For a second we wish that we’d ordered the sea bass. Typical of Puglia, the vegetables that accompany it are lavish, interesting, and mainly seasonal: roast winter pumpkin, chard, and samphire. But then who could overlook the handmade- yes, handmade on the premises!- orecchiette (little ears) pasta, cooked immaculately al dente, and tossed with cime di rapa (turnips tops), Pecorino cheese, cherry tomato, heaps of extra virgin olive oil, and a hint of chilli? We’re offered grated Parmesan, but this dish doesn’t need it. It has just enough fine dried breadcrumbs (mollica) to soak up its juices.
But then the large tubular paccheri pasta (meaning ‘slaps’) is also a triumph, its flat firm body is coated in crumbled pork sausage meat that reeks of good buying, and an emollient homemade pistachio pesto that’s been slackened to perfection with a judicious drop or two of the pasta cooking water.
The lure of homemade rosemary biscuits and chutney leads us to the cheese plate.
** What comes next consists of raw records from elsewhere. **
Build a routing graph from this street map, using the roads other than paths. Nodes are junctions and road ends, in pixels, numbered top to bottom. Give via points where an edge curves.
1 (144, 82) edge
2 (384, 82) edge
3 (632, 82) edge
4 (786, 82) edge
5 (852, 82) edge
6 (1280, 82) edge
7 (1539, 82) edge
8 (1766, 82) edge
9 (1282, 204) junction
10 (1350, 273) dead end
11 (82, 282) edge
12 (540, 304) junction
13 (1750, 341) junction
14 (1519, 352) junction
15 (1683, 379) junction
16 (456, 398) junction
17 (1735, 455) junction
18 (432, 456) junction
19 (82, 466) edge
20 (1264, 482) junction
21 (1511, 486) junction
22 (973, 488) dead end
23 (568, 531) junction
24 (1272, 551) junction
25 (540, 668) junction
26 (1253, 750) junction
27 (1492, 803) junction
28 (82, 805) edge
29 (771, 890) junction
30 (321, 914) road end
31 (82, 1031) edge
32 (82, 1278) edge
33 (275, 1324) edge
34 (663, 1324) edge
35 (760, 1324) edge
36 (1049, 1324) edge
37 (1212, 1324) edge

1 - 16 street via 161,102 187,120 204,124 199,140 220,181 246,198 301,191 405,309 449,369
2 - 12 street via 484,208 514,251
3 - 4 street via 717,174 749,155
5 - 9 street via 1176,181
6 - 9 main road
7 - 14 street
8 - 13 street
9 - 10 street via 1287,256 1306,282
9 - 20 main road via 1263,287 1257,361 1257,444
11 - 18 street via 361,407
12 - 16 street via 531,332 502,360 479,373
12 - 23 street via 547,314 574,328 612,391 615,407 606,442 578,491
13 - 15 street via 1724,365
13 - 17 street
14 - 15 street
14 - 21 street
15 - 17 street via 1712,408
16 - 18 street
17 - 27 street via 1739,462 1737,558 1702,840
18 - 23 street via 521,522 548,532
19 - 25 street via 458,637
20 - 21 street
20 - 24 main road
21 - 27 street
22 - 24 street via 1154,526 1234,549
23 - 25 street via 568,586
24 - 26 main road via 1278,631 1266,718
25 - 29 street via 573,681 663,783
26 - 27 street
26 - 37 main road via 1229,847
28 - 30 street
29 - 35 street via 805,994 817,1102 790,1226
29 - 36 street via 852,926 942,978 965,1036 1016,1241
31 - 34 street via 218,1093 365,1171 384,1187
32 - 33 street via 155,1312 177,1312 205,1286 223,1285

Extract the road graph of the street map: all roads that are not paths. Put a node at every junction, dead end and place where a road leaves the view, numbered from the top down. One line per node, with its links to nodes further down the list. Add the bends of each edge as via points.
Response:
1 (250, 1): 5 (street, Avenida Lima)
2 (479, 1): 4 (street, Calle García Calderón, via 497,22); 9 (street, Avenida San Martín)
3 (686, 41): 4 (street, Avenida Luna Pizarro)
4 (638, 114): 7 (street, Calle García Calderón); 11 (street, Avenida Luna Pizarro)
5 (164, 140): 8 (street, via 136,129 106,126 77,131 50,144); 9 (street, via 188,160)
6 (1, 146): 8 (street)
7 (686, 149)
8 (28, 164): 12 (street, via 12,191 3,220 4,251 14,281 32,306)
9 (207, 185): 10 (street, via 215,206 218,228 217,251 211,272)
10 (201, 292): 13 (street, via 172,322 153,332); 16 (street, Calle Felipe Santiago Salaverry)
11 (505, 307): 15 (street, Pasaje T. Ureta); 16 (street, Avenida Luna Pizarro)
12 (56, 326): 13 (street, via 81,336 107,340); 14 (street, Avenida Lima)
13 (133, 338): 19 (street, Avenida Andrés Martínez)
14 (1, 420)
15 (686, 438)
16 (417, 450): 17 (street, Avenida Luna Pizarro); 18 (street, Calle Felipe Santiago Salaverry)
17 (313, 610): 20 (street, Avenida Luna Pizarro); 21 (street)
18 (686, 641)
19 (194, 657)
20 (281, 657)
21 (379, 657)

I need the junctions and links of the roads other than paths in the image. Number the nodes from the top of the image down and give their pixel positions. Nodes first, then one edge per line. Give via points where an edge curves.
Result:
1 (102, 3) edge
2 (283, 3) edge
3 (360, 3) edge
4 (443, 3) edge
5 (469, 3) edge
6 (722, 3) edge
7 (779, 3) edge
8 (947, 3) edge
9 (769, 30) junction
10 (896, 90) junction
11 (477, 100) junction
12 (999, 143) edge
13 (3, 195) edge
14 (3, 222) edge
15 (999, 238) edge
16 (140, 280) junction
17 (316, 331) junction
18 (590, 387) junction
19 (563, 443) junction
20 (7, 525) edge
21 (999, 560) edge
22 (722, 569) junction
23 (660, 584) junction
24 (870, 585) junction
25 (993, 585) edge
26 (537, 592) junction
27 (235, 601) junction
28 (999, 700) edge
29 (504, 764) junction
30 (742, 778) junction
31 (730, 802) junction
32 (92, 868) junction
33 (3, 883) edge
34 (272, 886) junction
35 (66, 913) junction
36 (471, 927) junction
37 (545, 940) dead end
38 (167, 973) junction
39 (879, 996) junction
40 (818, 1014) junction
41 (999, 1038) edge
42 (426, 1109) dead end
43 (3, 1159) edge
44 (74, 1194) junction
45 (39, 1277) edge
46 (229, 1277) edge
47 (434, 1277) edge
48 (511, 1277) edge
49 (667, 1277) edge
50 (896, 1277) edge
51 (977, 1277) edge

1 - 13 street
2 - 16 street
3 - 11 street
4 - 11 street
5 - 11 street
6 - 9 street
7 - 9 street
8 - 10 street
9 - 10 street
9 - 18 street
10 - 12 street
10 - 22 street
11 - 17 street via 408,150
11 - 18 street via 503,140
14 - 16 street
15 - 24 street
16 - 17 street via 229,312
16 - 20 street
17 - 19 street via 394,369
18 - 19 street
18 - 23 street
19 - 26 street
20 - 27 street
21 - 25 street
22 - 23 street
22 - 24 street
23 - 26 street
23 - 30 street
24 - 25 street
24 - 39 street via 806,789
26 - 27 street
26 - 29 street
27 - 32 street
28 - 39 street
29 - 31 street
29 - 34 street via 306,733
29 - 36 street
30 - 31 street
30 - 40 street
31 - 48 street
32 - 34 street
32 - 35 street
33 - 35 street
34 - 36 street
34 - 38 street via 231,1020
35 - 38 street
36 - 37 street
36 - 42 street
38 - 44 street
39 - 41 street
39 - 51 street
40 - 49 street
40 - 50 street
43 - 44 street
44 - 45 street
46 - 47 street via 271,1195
The crackers gleam with oil and are aromatized by the herb’s pungency; the chutney is more a liquid Italian ‘mostarda’ than British chutney. There’s heaps of cheese; fat wedges of salty, medium-aged Pecorino, gooey Gorgonzola Dolce, chewy Provolone and ripe Tallegio. A generous line-up for £7.95
We’re offered cakes, but told they’re not made on the premises. We opt instead for ice cream from Turin, which is definitely not in Puglia. Not that Pugliese people don’t make great gelato; I’ll never forget the ricotta, fig, and lemon one I had in Bari. Today though, these gelati aren’t at all special: a just about ok hazelnut one; a pistachio one that’s worryingly minty green with a faux almond flavour.
So I’d ignore desserts here and stick to savouries. I really want to try the cime di rape sautéed with olive oil and garlic, the classic Pugliese Tiella- rice slowly baked in the oven with mussels, potatoes, and tomatoes. And there’s a very sensible wine list, which features around 20 well-picked wines from Puglia, the Veneto, Tuscany, and Campania, a good number by the glass, as little as 125 mls, which means that you can afford to sample several of them. Rossini is what you’d barely dare to hope for, a proper family-run, Pugliese restaurant, but in Scotland.